Hill recovered in time for the next England match, against Wales five weeks later to be played at Burnley's Turf Moor ground. The situation for England did not improve, however. Dan Tremelling replaced Hufton in goal for his solitary England appearance, whilst defenders Alf Baker (Arsenal) and Reg Osborne (Leicester City) were given their first (and only) chances at international level. England were soon behind to a goal from Wilf Lewis, and after 40 minutes Hill deflected a cross into his own net. In the second half, Roy Goodall had the chance to bring England back into the game but missed his penalty. When England finally scored, this was an own goal as Fred Keenor deflected Louis Page's corner past Bert Gray in the Welsh goal. (Some sources claim that it was Gray himself who turned the ball into the net.)

Hill was not selected for the final match in the 1928 British Home Championship against Scotland the following March, when England were soundly defeated 5–1, with goals from Alex Jackson (3) and Alex James (2). (For an analysis of this match see Wembley Wizards.) Thus England finished the championship at the foot of the table, with three defeats – this was the first time since the commencement of the British Home Championship that England had failed to take a single point.

===Newcastle United===
In October 1928, Hill moved to Newcastle United, who were looking for a replacement for Charlie Spencer.
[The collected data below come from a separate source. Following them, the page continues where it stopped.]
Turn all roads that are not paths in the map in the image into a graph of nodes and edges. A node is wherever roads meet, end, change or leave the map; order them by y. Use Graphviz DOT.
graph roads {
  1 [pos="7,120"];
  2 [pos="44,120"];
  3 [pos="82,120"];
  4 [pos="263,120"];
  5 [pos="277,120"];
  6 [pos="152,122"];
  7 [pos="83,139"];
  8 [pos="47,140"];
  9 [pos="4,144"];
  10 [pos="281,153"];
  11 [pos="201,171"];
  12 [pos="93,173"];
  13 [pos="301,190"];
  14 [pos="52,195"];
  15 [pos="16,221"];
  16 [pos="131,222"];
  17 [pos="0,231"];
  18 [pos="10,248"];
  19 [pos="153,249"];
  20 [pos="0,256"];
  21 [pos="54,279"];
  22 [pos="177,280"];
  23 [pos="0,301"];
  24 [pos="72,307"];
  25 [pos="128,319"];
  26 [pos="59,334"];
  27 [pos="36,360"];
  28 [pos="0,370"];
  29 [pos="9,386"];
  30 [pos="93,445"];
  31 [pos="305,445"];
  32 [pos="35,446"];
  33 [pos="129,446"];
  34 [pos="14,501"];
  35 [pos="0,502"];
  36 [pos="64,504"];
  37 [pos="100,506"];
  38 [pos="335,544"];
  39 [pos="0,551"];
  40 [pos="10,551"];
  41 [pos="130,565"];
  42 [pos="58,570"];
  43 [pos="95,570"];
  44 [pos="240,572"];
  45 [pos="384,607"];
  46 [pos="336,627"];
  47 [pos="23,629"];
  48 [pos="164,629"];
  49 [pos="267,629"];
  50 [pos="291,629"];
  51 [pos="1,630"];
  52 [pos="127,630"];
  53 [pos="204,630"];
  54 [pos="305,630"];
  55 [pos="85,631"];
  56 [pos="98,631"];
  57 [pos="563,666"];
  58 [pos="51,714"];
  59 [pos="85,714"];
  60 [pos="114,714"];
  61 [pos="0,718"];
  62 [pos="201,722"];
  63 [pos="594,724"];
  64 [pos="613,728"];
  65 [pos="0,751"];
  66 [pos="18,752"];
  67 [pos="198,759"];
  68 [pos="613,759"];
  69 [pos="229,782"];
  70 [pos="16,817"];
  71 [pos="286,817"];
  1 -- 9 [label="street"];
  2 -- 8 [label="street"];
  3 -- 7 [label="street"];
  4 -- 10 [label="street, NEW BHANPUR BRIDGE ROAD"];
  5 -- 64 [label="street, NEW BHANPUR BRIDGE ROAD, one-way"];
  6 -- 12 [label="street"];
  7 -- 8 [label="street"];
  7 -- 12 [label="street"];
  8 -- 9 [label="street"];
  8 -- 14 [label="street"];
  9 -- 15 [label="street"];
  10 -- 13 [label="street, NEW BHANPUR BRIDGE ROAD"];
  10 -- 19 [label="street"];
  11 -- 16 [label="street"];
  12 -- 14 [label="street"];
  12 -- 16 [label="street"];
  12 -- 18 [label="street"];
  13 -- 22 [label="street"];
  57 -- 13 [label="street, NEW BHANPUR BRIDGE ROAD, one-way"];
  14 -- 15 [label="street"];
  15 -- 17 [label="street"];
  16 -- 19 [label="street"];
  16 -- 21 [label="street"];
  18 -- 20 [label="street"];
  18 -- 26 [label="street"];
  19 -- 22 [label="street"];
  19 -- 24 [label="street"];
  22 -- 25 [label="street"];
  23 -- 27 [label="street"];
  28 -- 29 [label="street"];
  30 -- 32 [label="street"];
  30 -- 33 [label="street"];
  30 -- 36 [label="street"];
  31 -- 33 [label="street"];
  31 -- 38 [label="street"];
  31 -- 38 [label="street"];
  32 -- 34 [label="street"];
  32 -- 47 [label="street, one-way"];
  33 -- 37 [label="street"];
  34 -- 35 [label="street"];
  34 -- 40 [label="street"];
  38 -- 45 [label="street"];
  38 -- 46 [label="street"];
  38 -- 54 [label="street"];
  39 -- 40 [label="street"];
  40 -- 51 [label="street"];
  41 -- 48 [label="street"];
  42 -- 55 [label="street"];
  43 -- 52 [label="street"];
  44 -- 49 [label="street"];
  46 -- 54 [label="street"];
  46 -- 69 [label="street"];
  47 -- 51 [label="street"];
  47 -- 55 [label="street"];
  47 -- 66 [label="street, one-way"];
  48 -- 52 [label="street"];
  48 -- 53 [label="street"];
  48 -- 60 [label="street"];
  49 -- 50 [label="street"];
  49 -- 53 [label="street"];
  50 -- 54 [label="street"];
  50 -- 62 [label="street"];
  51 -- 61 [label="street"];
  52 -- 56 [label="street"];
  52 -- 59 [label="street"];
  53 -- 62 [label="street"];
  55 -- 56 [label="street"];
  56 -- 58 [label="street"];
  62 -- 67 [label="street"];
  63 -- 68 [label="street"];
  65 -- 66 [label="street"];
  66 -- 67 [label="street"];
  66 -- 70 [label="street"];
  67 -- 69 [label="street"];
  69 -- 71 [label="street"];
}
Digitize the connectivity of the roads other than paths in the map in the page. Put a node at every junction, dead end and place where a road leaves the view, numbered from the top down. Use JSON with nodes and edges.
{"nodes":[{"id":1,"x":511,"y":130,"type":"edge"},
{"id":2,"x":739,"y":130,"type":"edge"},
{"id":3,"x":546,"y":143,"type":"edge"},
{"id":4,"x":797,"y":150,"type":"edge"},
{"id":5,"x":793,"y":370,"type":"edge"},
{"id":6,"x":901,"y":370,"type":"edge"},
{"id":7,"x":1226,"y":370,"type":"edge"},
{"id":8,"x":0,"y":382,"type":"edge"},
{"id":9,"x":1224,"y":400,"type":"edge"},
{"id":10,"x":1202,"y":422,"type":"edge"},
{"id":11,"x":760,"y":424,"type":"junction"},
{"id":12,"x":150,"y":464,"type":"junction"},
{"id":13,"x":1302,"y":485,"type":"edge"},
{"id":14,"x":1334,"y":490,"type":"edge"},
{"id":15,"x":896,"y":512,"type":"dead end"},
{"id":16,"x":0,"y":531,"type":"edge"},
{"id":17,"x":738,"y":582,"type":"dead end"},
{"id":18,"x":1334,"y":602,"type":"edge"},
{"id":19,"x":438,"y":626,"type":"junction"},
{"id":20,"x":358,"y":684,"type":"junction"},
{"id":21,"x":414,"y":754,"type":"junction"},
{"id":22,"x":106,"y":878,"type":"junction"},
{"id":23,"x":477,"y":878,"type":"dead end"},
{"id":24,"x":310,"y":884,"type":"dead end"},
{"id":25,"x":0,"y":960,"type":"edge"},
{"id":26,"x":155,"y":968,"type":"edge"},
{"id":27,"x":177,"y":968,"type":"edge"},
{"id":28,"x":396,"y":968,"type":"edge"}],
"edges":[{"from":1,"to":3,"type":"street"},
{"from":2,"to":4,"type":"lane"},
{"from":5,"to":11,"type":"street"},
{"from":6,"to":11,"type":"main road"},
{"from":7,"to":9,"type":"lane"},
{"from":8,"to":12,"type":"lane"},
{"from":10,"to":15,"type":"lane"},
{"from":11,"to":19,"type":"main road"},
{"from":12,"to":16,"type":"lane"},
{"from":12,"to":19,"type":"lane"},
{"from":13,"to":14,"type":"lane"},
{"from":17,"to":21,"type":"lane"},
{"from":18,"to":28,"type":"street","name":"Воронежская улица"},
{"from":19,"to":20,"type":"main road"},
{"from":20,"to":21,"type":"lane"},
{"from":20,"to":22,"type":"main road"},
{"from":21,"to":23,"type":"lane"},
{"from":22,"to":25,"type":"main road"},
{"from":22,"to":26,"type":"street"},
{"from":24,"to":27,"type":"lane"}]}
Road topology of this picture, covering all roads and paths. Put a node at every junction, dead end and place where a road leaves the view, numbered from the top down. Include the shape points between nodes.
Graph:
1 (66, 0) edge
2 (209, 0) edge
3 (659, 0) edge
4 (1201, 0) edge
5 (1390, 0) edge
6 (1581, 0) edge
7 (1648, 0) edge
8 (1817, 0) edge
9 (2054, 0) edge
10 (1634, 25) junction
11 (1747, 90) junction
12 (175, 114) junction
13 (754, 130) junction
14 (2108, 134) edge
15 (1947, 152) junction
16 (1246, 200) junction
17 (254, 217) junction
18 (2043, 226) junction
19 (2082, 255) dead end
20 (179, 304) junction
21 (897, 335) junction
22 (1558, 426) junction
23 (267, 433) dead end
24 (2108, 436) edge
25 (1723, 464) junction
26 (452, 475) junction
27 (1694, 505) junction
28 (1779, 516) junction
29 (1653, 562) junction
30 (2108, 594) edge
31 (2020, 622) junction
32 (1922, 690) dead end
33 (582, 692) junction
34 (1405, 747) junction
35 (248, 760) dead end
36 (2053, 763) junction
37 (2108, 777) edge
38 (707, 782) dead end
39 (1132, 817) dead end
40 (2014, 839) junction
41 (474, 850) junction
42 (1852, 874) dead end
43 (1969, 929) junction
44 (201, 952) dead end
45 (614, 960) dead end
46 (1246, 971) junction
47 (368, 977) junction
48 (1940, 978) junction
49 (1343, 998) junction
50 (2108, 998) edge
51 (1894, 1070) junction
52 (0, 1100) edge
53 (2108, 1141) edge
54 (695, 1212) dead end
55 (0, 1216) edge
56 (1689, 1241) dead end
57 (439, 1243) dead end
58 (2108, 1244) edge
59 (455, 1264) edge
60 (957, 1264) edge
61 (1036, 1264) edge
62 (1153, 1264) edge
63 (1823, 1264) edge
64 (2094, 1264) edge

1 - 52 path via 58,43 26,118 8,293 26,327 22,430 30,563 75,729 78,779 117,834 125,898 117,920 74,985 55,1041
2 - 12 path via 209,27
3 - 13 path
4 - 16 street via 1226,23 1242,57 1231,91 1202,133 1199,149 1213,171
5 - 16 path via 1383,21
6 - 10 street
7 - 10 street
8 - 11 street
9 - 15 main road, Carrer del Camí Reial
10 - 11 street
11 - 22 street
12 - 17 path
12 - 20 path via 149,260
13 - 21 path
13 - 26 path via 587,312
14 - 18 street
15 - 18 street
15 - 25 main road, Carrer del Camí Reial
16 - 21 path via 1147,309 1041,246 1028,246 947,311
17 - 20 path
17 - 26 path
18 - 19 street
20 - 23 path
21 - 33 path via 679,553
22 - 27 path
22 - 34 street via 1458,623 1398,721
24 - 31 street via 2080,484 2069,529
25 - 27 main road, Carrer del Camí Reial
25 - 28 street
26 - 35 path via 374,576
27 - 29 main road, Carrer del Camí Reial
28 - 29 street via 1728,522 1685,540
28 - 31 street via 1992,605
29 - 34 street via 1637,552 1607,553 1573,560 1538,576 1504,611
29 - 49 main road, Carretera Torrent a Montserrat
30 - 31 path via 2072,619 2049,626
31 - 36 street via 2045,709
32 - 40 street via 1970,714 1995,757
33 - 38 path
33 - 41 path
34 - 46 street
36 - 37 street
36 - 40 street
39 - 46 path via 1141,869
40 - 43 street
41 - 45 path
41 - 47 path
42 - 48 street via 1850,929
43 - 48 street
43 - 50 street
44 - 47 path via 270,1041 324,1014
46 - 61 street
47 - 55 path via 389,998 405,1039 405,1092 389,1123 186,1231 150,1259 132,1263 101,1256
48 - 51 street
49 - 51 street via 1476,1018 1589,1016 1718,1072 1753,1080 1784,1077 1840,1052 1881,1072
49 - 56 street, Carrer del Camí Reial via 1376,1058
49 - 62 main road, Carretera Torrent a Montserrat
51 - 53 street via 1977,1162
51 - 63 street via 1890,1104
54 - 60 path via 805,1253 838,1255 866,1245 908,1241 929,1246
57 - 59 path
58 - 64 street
Hill had been recommended to the Newcastle board by Scottish forward Hughie Gallacher, who had come up against Hill several times at both club and international level. As local rivals Sunderland were also keen to sign Hill, Newcastle needed to pay a record transfer fee of £8,100 to secure his services.

Described as being "tall and lanky" (he was 6'3"), Hill soon became Newcastle's captain and "with his willingness to move forward from defence and his quality of distribution", he was also a great favourite with the fans. Unfortunately, after only a couple of seasons at St James' Park, Jack fell into dispute with Newcastle's directors, which led to his premature departure, leaving for Bradford City in June 1931 for a fee of £7,500.

In May 1929, Hill had been recalled to the England team as captain for a tour of Europe when they defeated France 4–1 (two goals each from George Camsell and Edgar Kail) and Belgium 5–1, when Camsell scored another four goals, including a hat-trick in six minutes. For the final match of the tour, England played Spain for the first time ever and in a closely fought match, the Spaniards prevailed by five goals to four. During his England career, Hill had played 11 matches, eight as captain, with a record of six victories, one draw and four defeats.

===Hull City===
Hill only stayed at Bradford City until November 1931, before moving to Hull City in a swap deal with Stan Alexander going the other way. In his third season, he helped Hull win the Third Division North title. This was the only title won by Hill during his fifteen-year playing career.

==Managerial and later career==
After three seasons with Hull as a player, in March 1934 Hill took over the managerial reins from Haydn Green. In his first season in charge, Hull finished comfortably mid-table in the Second Division. Things did not turn out so well in the following season, and in January 1936, Hill was dismissed, to be replaced by David Menzies who was unable to prevent Hull being relegated with only 20 points. As manager, Hill only won 24 out of 77 games, a win rate of 31.16%.

After the Second World War, Hill returned to Hull City where he acted as club scout from 1948 to 1955. He later had a spell at Scarborough, where he was in charge of their pools scheme.

He retired in August 1963 and moved to Scotland where he died in Helensburgh in April 1972.